Читать книгу Geliebt, gehasst, gefürchtet … - Glenn P. Webster - Страница 12
7. Kapitel
ОглавлениеSchwarz und klobig ragten die bewaldeten Hänge der Elk Mountains vor ihnen auf. Die Felsgipfel glänzten fahl im Mondlicht.
Mary-Lou und Shorty ritten Bügel an Bügel, jeder führte ein weiteres Pferd an der Leine neben sich. Auf dem einen lag der tote Rancher in eine Wagenplane gehüllt, auf dem anderen kauerte Amarillo. Als sie bis auf eine halbe Meile an die Berge herangekommen waren, drang von rechts das scharfe Grollen vieler beschlagener Hufe zu ihnen herüber. Aus einer finsteren Geländefalte brach ein Reiterpulk in die bleiche Helligkeit der Mondnacht. Anfeuerndes Geschrei schallte. Mit ihren Hüten schlugen die vordersten Reiter auf ihre Gäule ein, um sie zu noch härterem Tempo anzutreiben.
»Kellocks Banditen!«, krächzte Shorty Ridler und drückte seine schwere Flinte fester an sich. »Sie wollen auch noch Amarillo, dieses Mörderpack.

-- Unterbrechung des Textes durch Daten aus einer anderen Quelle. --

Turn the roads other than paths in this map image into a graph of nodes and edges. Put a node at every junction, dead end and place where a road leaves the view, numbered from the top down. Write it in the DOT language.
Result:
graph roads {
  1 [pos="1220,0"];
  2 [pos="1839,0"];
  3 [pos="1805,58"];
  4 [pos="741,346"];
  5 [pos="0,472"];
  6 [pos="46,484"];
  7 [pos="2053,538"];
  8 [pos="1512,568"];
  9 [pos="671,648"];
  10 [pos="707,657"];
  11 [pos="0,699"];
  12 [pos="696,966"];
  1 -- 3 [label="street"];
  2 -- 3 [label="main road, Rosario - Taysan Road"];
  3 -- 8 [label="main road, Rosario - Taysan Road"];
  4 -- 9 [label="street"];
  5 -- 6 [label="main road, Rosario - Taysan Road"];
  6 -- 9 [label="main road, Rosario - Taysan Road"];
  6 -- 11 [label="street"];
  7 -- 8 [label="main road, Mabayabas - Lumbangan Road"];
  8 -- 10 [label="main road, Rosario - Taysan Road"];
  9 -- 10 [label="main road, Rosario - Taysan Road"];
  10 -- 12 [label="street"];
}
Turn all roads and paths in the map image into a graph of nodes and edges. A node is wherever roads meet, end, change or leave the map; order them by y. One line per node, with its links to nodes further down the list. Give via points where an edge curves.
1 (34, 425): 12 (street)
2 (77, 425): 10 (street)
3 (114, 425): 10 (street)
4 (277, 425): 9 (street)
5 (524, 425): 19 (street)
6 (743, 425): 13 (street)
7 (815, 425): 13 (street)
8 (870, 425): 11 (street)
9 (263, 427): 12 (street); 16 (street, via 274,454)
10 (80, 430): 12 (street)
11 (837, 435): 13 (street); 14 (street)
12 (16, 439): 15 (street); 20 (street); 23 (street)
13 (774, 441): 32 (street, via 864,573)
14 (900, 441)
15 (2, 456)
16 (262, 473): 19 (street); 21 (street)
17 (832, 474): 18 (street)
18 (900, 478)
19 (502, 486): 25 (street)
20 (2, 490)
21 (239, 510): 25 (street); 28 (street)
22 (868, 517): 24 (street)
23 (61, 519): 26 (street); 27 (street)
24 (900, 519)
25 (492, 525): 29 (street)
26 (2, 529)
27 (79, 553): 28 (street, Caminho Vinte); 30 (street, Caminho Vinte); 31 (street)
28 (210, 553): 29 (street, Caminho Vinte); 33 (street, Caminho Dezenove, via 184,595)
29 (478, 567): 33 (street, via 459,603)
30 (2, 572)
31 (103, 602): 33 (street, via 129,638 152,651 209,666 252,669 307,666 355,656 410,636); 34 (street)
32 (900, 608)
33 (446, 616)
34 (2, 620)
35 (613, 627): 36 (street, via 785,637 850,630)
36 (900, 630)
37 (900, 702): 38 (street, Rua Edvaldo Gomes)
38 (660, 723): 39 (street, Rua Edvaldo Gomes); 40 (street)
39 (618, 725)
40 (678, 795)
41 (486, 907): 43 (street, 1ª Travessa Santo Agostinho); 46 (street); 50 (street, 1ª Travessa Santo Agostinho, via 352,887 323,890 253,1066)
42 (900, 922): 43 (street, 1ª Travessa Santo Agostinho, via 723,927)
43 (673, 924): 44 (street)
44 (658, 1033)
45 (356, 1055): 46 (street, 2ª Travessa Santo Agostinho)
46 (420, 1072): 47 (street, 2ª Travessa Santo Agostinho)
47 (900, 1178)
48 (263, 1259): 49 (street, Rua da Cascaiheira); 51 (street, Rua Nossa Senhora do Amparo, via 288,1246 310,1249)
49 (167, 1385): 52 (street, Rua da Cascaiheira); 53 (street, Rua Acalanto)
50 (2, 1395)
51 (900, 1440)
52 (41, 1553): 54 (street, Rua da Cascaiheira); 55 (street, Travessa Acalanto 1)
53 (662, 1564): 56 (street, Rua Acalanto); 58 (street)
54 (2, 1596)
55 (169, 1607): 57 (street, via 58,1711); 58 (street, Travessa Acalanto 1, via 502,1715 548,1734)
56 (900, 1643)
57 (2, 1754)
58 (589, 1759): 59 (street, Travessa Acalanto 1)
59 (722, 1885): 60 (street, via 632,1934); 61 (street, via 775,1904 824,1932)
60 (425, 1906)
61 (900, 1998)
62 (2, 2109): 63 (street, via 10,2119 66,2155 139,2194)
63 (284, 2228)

Sie haben nur darauf gewartet, dass wir ihn von der Ranch schleppen!«
»Die Sporen, nimm die Sporen, Shorty!«, schrie ihm Mary-Lou zu und duckte sich tiefer auf den Pferdehals. »Sie wollen uns den Weg abschneiden!«
Das Reiterrudel fegte über das Grasland, genau auf die Linie zu, die Mary-Lou und der Oldtimer überschreiten mussten, um in die Berge zu gelangen. Das Dröhnen der vielen Hufe weckte donnernde Echos an den steilen Hängen. Das Mädchen und der alte Cowboy ritten wie von Furien gehetzt. Mündungslichter lohten aus dem Reiterpulk.
»Schneller, Shorty! Schneller!«, schrie Mary-Lou, und ihre Augen brannten sich förmlich an den dunklen Hängen fest, wo sich Wald und Felsen vermischten und ausreichende Deckung versprachen.
Die Hufe der Gäule schienen kaum noch den Boden zu berühren. Vereinzelte Buschgruppen flogen wie Spukgestalten vorbei. Shorty ächzte: »Oh, Höllenfeuer, sie sind vor uns da! Sie haben die kürzere Strecke!«
»Nicht aufgeben! Weiter, weiter! Shorty, denk an Dad!«
Wie festgeschmolzen kauerte das Mädchen im Sattel. Ihr langes Haar flatterte. Shorty keuchte eine Verwünschung um die andere. Die Kellock-Leute trieben ihre Tiere mit gnadenloser Wildheit an. Immer häufiger bellten die Revolver. Erdklumpen und Grasbüschel wirbelten nahe bei den Fliehenden in die Höhe. Es sah aus, als jagten die beiden verschiedenen Gruppen in so genau abgestimmten Tempo rechtwinkelig aufeinander zu, dass die nächsten Minuten einen mörderischen Zusammenprall bringen mussten.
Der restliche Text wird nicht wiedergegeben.